She takes him in as they stare at each other, as still as statues.  He's stunning, of course.  This is nothing new.  He'd _always_ been stunning, since they were children.  Yet, he seems more beautiful than she'd remembered.  Whether that's because he'd grown _more_ lovely over the years, or if her memory simply hadn't done him justice, she isn't sure.  Maybe a combination of the two.

The vast majority of her attention is focused exclusively on him, but there is a tiny part of her brain that notes her surrounding environment.  Like his mother, as her eyes dart back and forth between the two, and she murmurs, "I'm sorry, Clark.  I should've told you."  Or the beautiful redhead that stands a few feet behind him, bag in hand, a slightly puzzled look on her face, that might answer every question that's been bugging her since she found out he was in Metropolis.  But all of this is in the background.

Slowly, as they continue to gaze at each other, her good feelings begin to win out over the bad ones, and she feels the corners of her mouth gradually begin to turn up.  Looking at him, for the first time she truly knows why she came here.  The answer lies plain in front of her eyes now, and it seems so obvious she wonders how she missed it.  This, the power of certainty and her growing high from the sight of him, thaws her.  Makes her bold.

She clears her throat, and then swallows.

"I...I saw you on TV."

The words are barely above a whisper, but she is confident he heard her.  The world around them is quiet, and she knows he could have heard her words if she were standing a mile away.

She sees the ghost of a smile appear on his face.  Her stomach flips.

"I just..." she goes on, cautiously.  "I just had to...I just had to make sure that you were okay."

Tears begin to cloud her vision, and she curses them, because she wants to _see him_ , damn it.

"I had to make sure that you were okay," she says again, and he takes a step.  One step in her direction.  They both hesitate for a few seconds, and then before she can think, she is running.  They are running towards each other, without limit.  And for one glorious moment, nothing else matters.  Not the woman, not his mother.  Not the past fifteen years, not all the time she spent putting him in a box in her mind never to be opened again, not the multitude of times she told herself to forget, to just _forget_ , because then everything would feel better.

All that matters is _him_ , and _her_ , and how much she wants to touch him and how much she wants to talk to him and how much she wants to _be_ with him again.

They close the distance between them, and she leaps into him, throwing her arms around his neck and resting her head against him, inhaling, smelling him again, trying to say something but not knowing what to say.

He wraps his arms around her and lifts her off the ground, and for a brief second she remembers their last embrace in the airport, both of them trying desperately to hold on when they knew they had to let go.  His grip around her is so tight that it is nearly painful.  Her fingers snake up, finding his hair, tangling in the locks.

He buries his face in her shoulder, and murmurs one word against the soft cloth of her shirt.

_"Lana_. _"_

*             *             *

"Hello?"

Mrs.

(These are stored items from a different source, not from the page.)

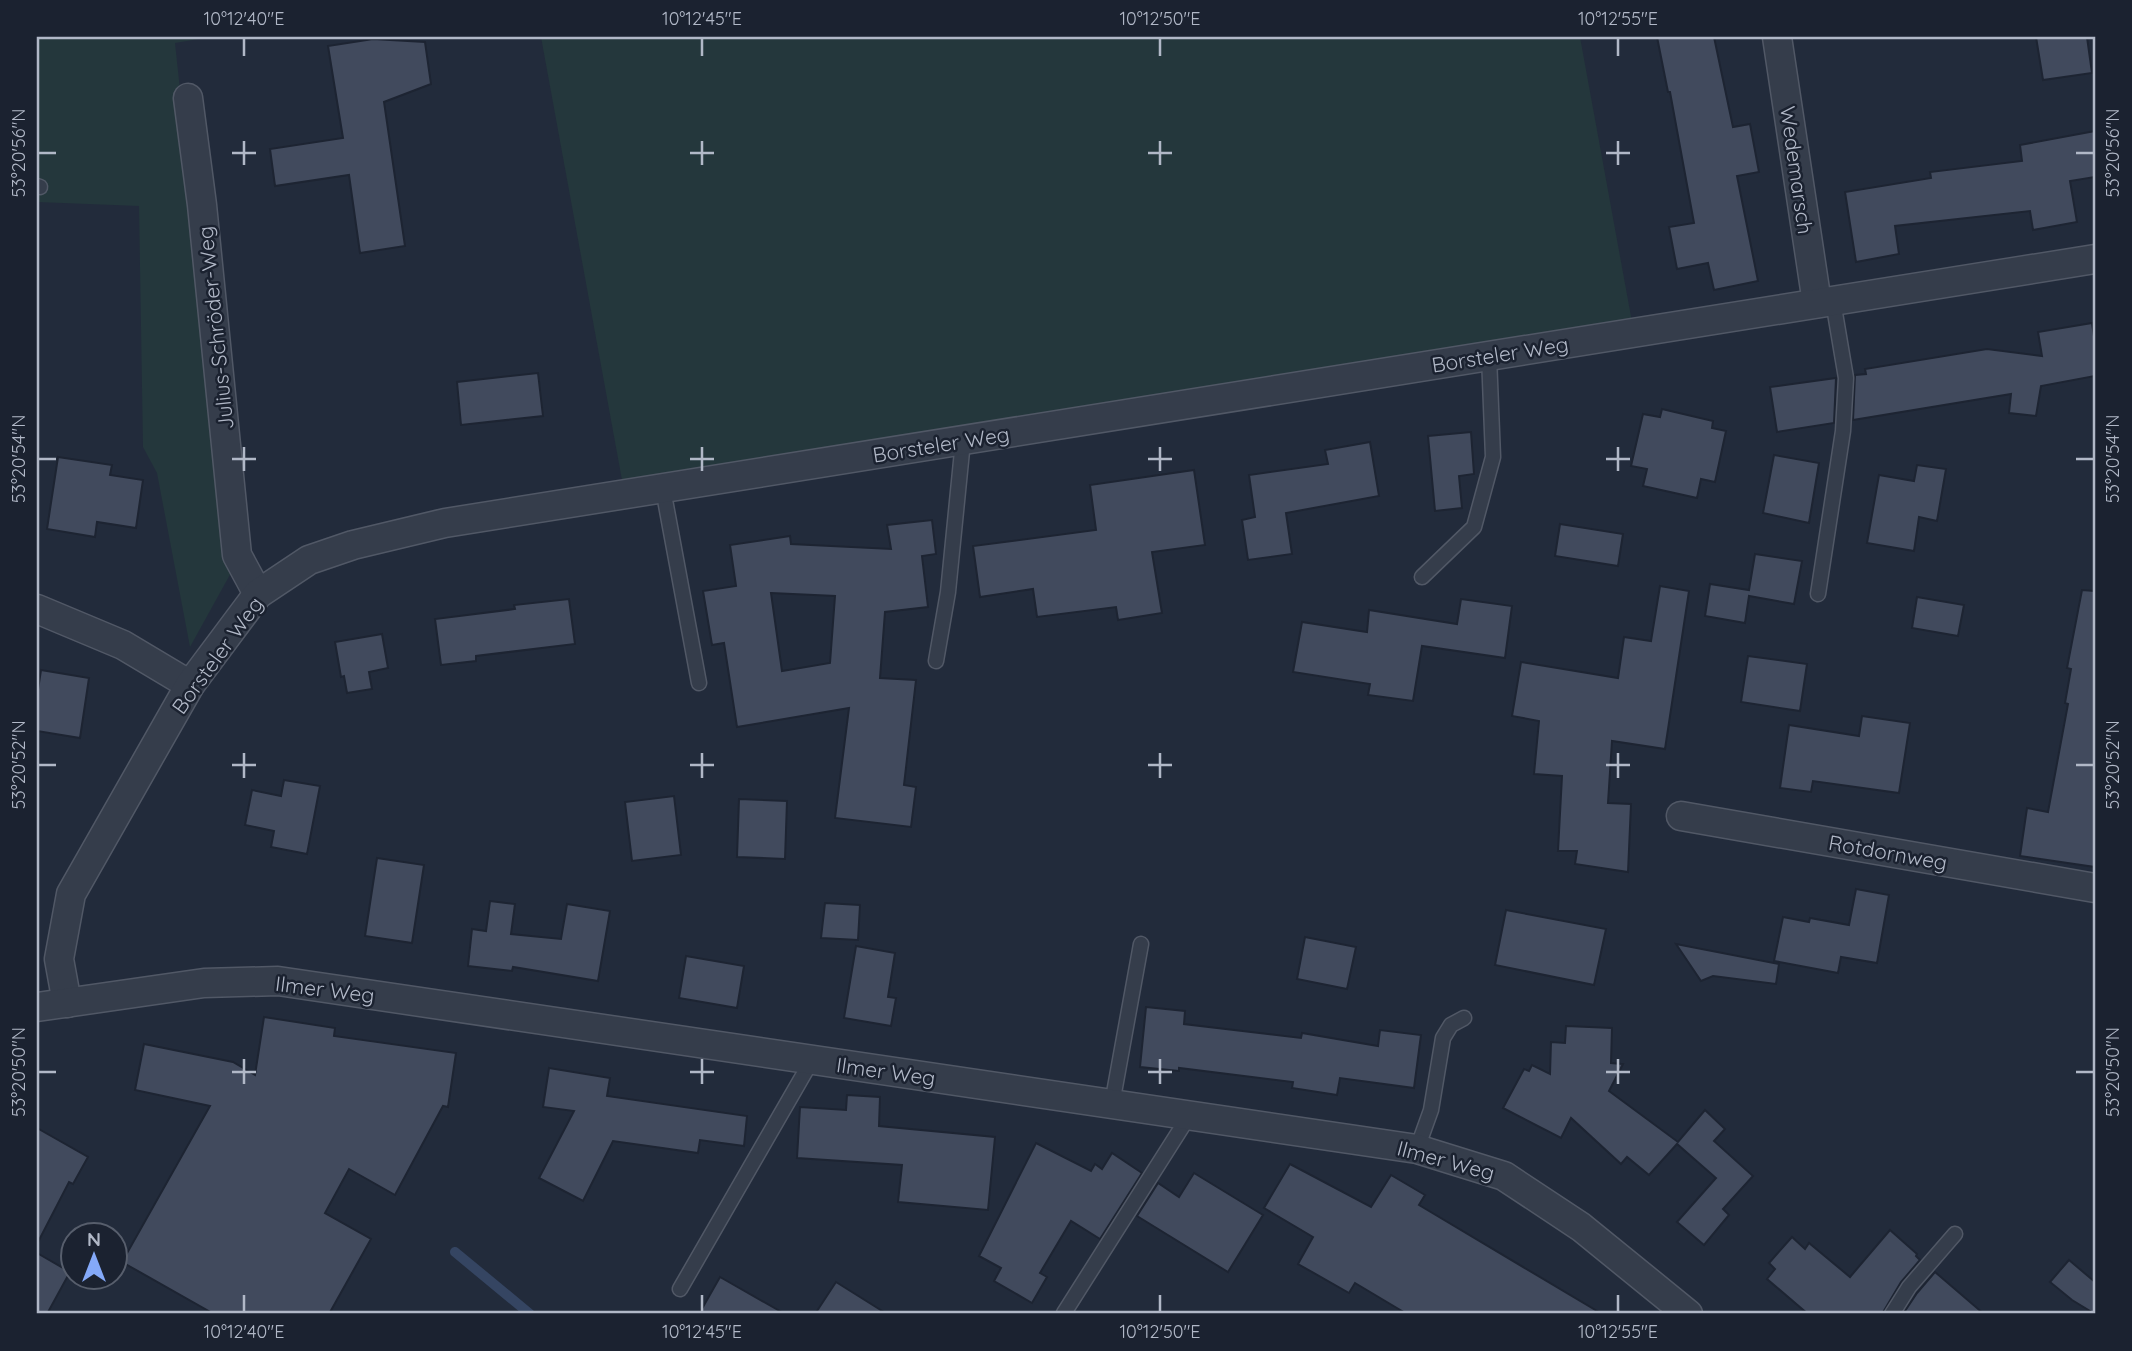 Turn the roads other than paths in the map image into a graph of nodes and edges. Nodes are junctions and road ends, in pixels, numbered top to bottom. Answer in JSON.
{"nodes":[{"id":1,"x":1777,"y":37,"type":"edge"},
{"id":2,"x":188,"y":99,"type":"dead end"},
{"id":3,"x":2095,"y":259,"type":"edge"},
{"id":4,"x":1825,"y":302,"type":"junction"},
{"id":5,"x":1489,"y":356,"type":"junction"},
{"id":6,"x":962,"y":441,"type":"junction"},
{"id":7,"x":663,"y":489,"type":"junction"},
{"id":8,"x":1422,"y":577,"type":"dead end"},
{"id":9,"x":258,"y":594,"type":"junction"},
{"id":10,"x":1818,"y":594,"type":"dead end"},
{"id":11,"x":37,"y":608,"type":"edge"},
{"id":12,"x":936,"y":661,"type":"dead end"},
{"id":13,"x":699,"y":683,"type":"dead end"},
{"id":14,"x":190,"y":685,"type":"junction"},
{"id":15,"x":1681,"y":816,"type":"dead end"},
{"id":16,"x":2095,"y":888,"type":"edge"},
{"id":17,"x":1141,"y":944,"type":"dead end"},
{"id":18,"x":67,"y":1003,"type":"junction"},
{"id":19,"x":37,"y":1007,"type":"edge"},
{"id":20,"x":1464,"y":1018,"type":"dead end"},
{"id":21,"x":813,"y":1060,"type":"junction"},
{"id":22,"x":1112,"y":1104,"type":"junction"},
{"id":23,"x":1189,"y":1116,"type":"junction"},
{"id":24,"x":1417,"y":1149,"type":"junction"},
{"id":25,"x":1955,"y":1234,"type":"dead end"},
{"id":26,"x":680,"y":1289,"type":"dead end"},
{"id":27,"x":1064,"y":1313,"type":"edge"},
{"id":28,"x":1688,"y":1314,"type":"edge"},
{"id":29,"x":1892,"y":1314,"type":"edge"}],
"edges":[{"from":1,"to":4,"type":"street","name":"Wedemarsch"},
{"from":2,"to":9,"type":"street","name":"Julius-Schröder-Weg"},
{"from":3,"to":4,"type":"street","name":"Borsteler Weg"},
{"from":4,"to":5,"type":"street","name":"Borsteler Weg"},
{"from":4,"to":10,"type":"lane"},
{"from":5,"to":6,"type":"street","name":"Borsteler Weg"},
{"from":5,"to":8,"type":"lane"},
{"from":6,"to":7,"type":"street","name":"Borsteler Weg"},
{"from":6,"to":12,"type":"lane"},
{"from":7,"to":9,"type":"street","name":"Borsteler Weg"},
{"from":7,"to":13,"type":"lane"},
{"from":9,"to":14,"type":"street","name":"Borsteler Weg"},
{"from":11,"to":14,"type":"street"},
{"from":14,"to":18,"type":"street","name":"Borsteler Weg"},
{"from":15,"to":16,"type":"street","name":"Rotdornweg"},
{"from":17,"to":22,"type":"lane"},
{"from":18,"to":19,"type":"street","name":"Ilmer Weg"},
{"from":18,"to":21,"type":"street","name":"Ilmer Weg"},
{"from":20,"to":24,"type":"lane"},
{"from":21,"to":22,"type":"street","name":"Ilmer Weg"},
{"from":21,"to":26,"type":"lane"},
{"from":22,"to":23,"type":"street","name":"Ilmer Weg"},
{"from":23,"to":24,"type":"street","name":"Ilmer Weg"},
{"from":23,"to":27,"type":"lane"},
{"from":24,"to":28,"type":"street","name":"Ilmer Weg"},
{"from":25,"to":29,"type":"lane"}]}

Kent's voice crackled through the receiver into her ear, as she sat on her bed in her dorm room, the telephone in her lap.

"Hi, Mrs. Kent.  It's me."

"Lana, sweetie.  How are you?"

"Fine," she answered politely, twisting the phone cord around two of her fingers.  She sighed.  Neither woman said anything.  Honestly, she didn't even know why she did this anymore.  It always ended the same.

She asked finally, without intonation, "Is he there?"

They both knew he was there.

"No," Mrs. Kent said.

"Oh."

The two of them sounded utterly bored, like they were taking turns reading the phonebook to each other.  Her evening phonecalls were tedious.  They'd had some variation of the same conversation every night going on two months.

Silence passed between them.

"I'll tell him you called," Mrs. Kent offered, as always.

To that point, she'd always responded with a quick _'Okay'_ , and then hung up.  But tonight, she strayed from their script.

"No.  Don't."

She put the receiver down with a click.

She used to cry.  A lot.  After the first week of him refusing all of her calls, she began to cry.  He was breaking her heart, and she didn't understand why.  She didn't know what had gone wrong.  She wanted an explanation, but every time she asked, Mrs. Kent had nothing to offer her.  She was left to wonder if he had found someone else, if he was sick of her, if he didn't love her anymore.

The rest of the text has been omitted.